__REQUIRED ACTION__
Print the records exactly and in full, please; the pictures stay out.

__THE DATA__
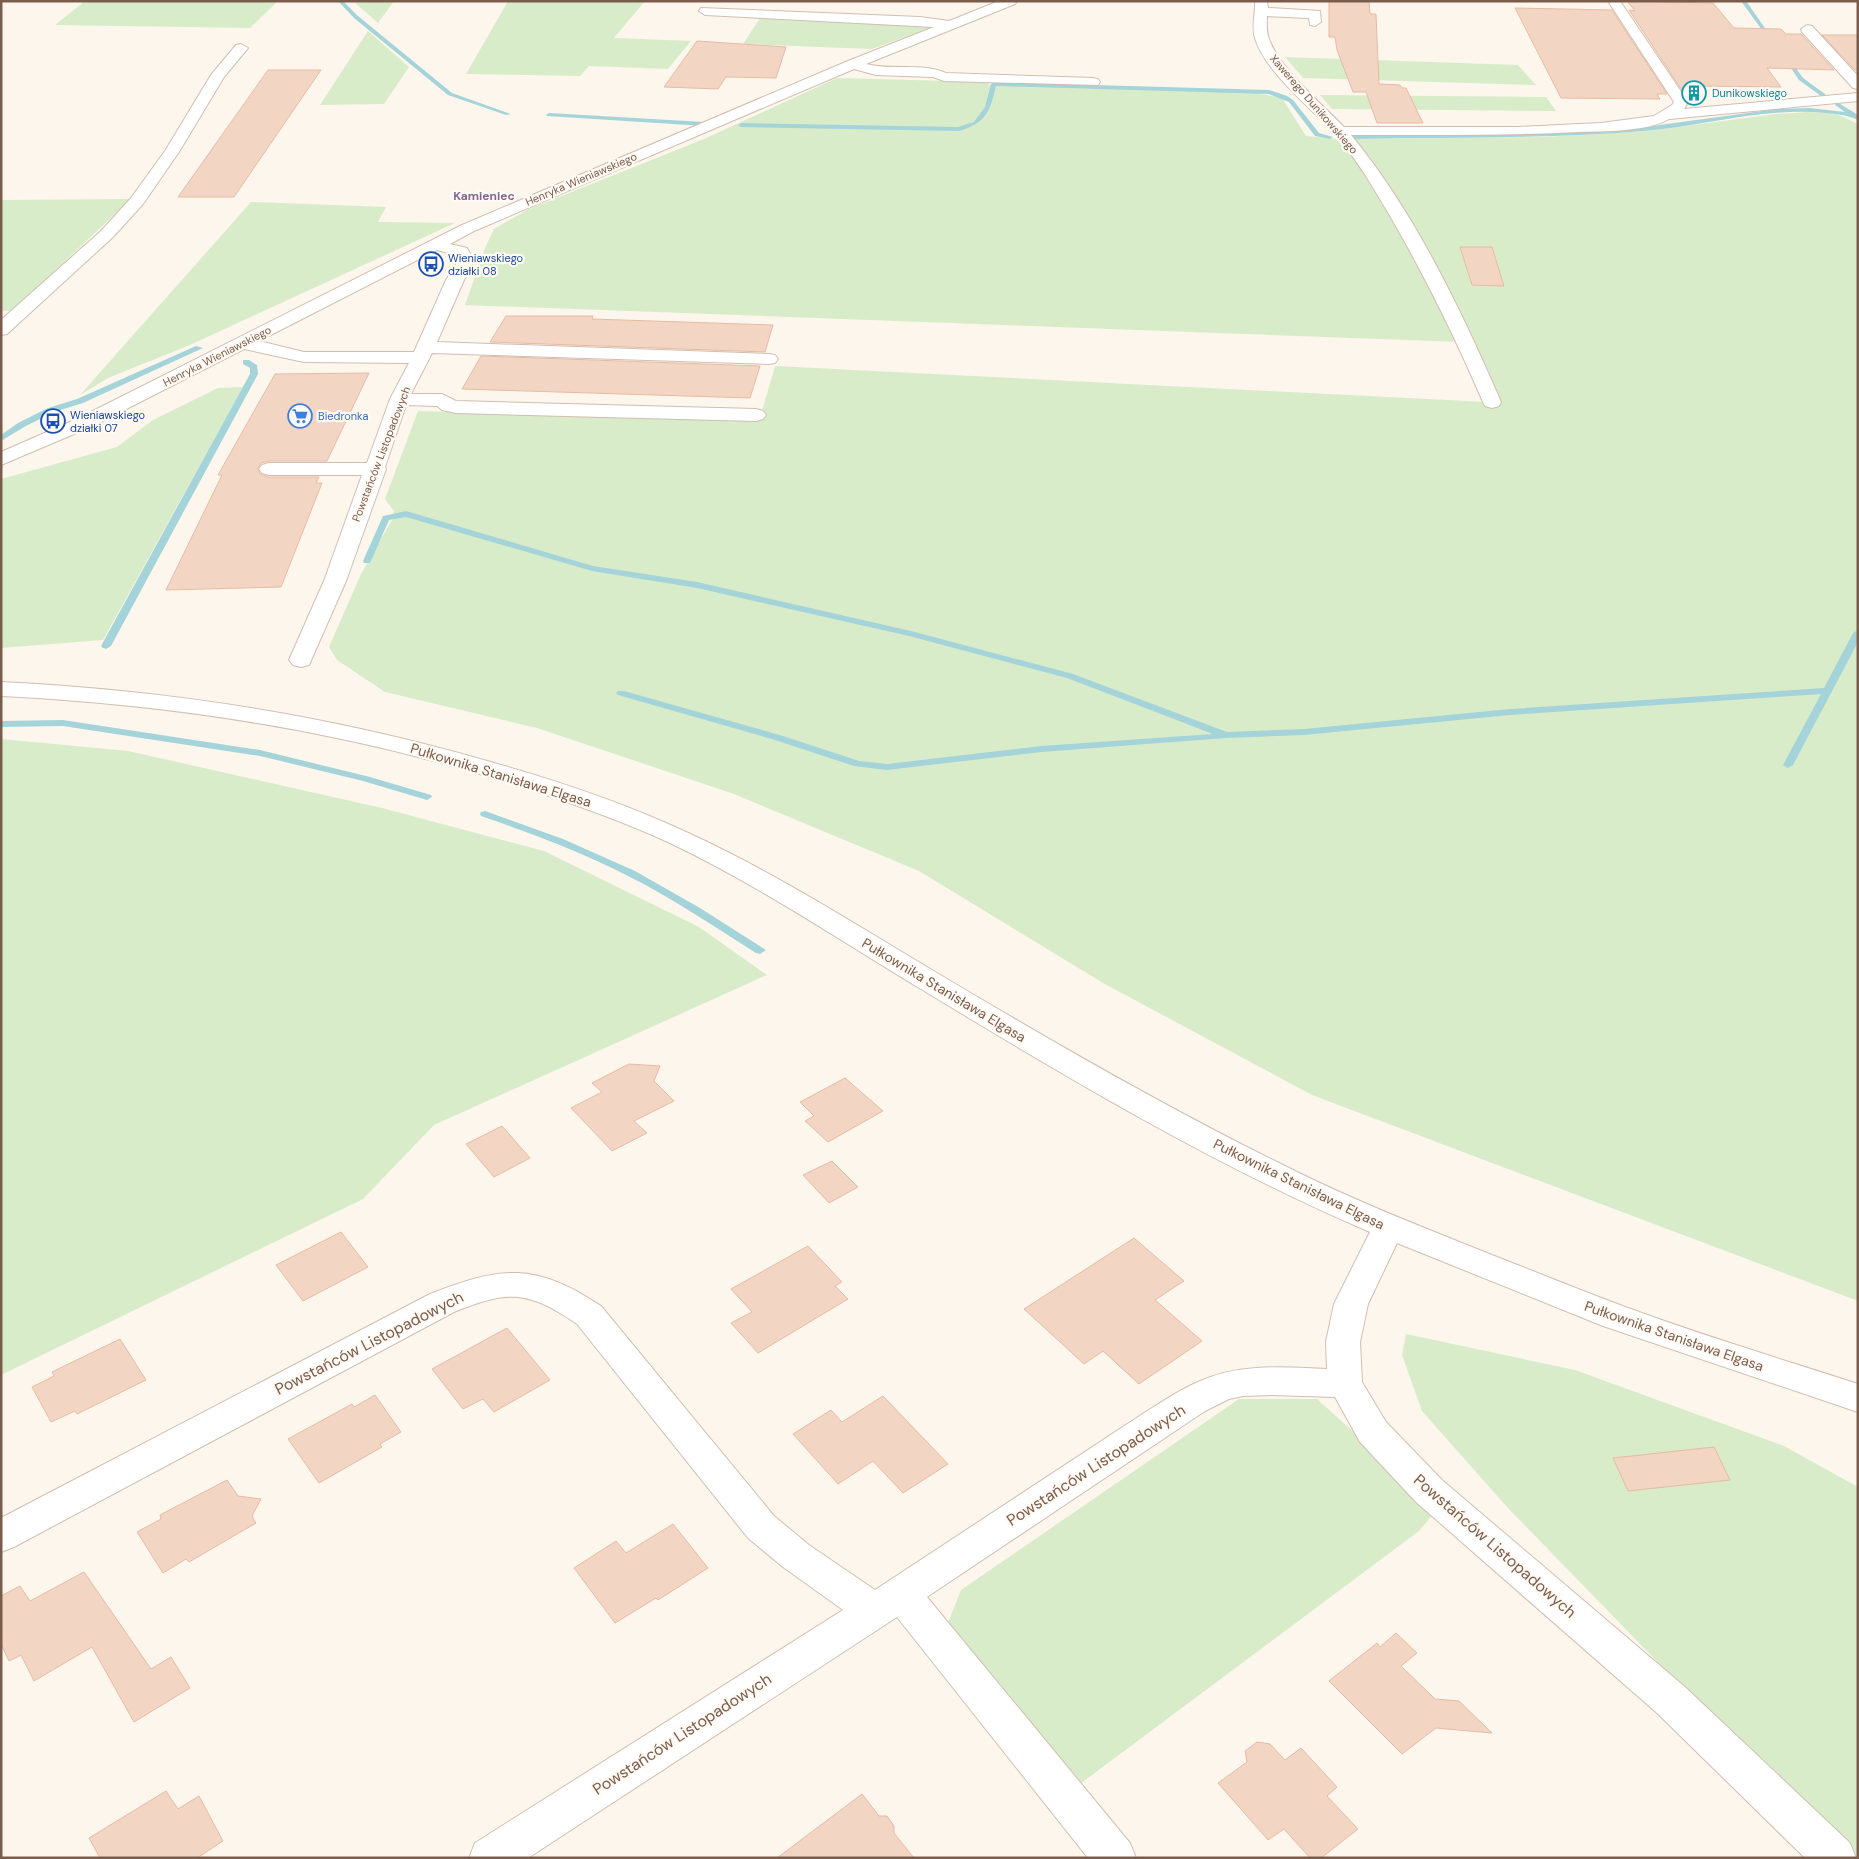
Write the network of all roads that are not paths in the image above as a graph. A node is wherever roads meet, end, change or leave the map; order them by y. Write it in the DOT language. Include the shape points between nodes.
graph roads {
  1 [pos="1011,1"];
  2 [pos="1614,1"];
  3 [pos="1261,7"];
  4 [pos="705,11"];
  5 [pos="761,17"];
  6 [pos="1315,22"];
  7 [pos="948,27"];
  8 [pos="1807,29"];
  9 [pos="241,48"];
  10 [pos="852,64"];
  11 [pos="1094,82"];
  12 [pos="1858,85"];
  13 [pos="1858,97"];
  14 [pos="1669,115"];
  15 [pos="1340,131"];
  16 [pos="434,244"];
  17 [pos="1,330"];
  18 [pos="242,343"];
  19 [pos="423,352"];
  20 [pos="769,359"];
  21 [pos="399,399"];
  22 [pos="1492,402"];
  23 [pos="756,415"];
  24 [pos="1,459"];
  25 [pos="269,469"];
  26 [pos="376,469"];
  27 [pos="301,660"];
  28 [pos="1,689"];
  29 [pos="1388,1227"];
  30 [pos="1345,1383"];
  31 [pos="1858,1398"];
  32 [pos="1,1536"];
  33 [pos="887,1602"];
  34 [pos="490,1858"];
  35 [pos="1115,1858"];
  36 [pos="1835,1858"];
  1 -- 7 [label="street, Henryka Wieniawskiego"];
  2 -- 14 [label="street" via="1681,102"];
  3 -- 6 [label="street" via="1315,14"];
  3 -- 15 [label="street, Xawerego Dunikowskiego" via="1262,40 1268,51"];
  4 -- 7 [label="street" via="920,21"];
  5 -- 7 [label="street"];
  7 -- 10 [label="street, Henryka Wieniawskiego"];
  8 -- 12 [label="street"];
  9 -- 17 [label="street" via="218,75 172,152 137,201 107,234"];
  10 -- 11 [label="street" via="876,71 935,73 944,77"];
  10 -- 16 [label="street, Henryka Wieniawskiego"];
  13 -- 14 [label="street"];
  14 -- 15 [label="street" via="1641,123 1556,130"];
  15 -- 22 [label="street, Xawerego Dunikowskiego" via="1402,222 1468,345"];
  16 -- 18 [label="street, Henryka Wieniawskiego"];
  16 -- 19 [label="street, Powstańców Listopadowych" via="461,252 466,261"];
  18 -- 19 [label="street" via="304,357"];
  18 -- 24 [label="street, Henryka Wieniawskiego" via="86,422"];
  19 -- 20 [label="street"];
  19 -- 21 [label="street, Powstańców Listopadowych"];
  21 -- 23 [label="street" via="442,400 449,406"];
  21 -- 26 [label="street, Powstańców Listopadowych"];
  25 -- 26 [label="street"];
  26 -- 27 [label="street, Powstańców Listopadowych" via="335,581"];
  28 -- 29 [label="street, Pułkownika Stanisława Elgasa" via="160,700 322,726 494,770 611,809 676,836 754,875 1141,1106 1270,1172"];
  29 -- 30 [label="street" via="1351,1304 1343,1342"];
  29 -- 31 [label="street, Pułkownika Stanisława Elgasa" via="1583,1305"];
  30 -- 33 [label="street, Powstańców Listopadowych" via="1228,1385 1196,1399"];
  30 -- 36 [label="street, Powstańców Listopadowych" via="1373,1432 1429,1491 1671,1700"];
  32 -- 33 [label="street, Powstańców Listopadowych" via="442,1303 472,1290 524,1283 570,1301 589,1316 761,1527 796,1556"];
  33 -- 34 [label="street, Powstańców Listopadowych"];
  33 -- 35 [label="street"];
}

__OUTPUT OF THE TASK__
Write the network of all roads that are not paths in the image above as a graph. A node is wherever roads meet, end, change or leave the map; order them by y. Write it in the DOT language. Include the shape points between nodes.
graph roads {
  1 [pos="1011,1"];
  2 [pos="1614,1"];
  3 [pos="1261,7"];
  4 [pos="705,11"];
  5 [pos="761,17"];
  6 [pos="1315,22"];
  7 [pos="948,27"];
  8 [pos="1807,29"];
  9 [pos="241,48"];
  10 [pos="852,64"];
  11 [pos="1094,82"];
  12 [pos="1858,85"];
  13 [pos="1858,97"];
  14 [pos="1669,115"];
  15 [pos="1340,131"];
  16 [pos="434,244"];
  17 [pos="1,330"];
  18 [pos="242,343"];
  19 [pos="423,352"];
  20 [pos="769,359"];
  21 [pos="399,399"];
  22 [pos="1492,402"];
  23 [pos="756,415"];
  24 [pos="1,459"];
  25 [pos="269,469"];
  26 [pos="376,469"];
  27 [pos="301,660"];
  28 [pos="1,689"];
  29 [pos="1388,1227"];
  30 [pos="1345,1383"];
  31 [pos="1858,1398"];
  32 [pos="1,1536"];
  33 [pos="887,1602"];
  34 [pos="490,1858"];
  35 [pos="1115,1858"];
  36 [pos="1835,1858"];
  1 -- 7 [label="street, Henryka Wieniawskiego"];
  2 -- 14 [label="street" via="1681,102"];
  3 -- 6 [label="street" via="1315,14"];
  3 -- 15 [label="street, Xawerego Dunikowskiego" via="1262,40 1268,51"];
  4 -- 7 [label="street" via="920,21"];
  5 -- 7 [label="street"];
  7 -- 10 [label="street, Henryka Wieniawskiego"];
  8 -- 12 [label="street"];
  9 -- 17 [label="street" via="218,75 172,152 137,201 107,234"];
  10 -- 11 [label="street" via="876,71 935,73 944,77"];
  10 -- 16 [label="street, Henryka Wieniawskiego"];
  13 -- 14 [label="street"];
  14 -- 15 [label="street" via="1641,123 1556,130"];
  15 -- 22 [label="street, Xawerego Dunikowskiego" via="1402,222 1468,345"];
  16 -- 18 [label="street, Henryka Wieniawskiego"];
  16 -- 19 [label="street, Powstańców Listopadowych" via="461,252 466,261"];
  18 -- 19 [label="street" via="304,357"];
  18 -- 24 [label="street, Henryka Wieniawskiego" via="86,422"];
  19 -- 20 [label="street"];
  19 -- 21 [label="street, Powstańców Listopadowych"];
  21 -- 23 [label="street" via="442,400 449,406"];
  21 -- 26 [label="street, Powstańców Listopadowych"];
  25 -- 26 [label="street"];
  26 -- 27 [label="street, Powstańców Listopadowych" via="335,581"];
  28 -- 29 [label="street, Pułkownika Stanisława Elgasa" via="160,700 322,726 494,770 611,809 676,836 754,875 1141,1106 1270,1172"];
  29 -- 30 [label="street" via="1351,1304 1343,1342"];
  29 -- 31 [label="street, Pułkownika Stanisława Elgasa" via="1583,1305"];
  30 -- 33 [label="street, Powstańców Listopadowych" via="1228,1385 1196,1399"];
  30 -- 36 [label="street, Powstańców Listopadowych" via="1373,1432 1429,1491 1671,1700"];
  32 -- 33 [label="street, Powstańców Listopadowych" via="442,1303 472,1290 524,1283 570,1301 589,1316 761,1527 796,1556"];
  33 -- 34 [label="street, Powstańców Listopadowych"];
  33 -- 35 [label="street"];
}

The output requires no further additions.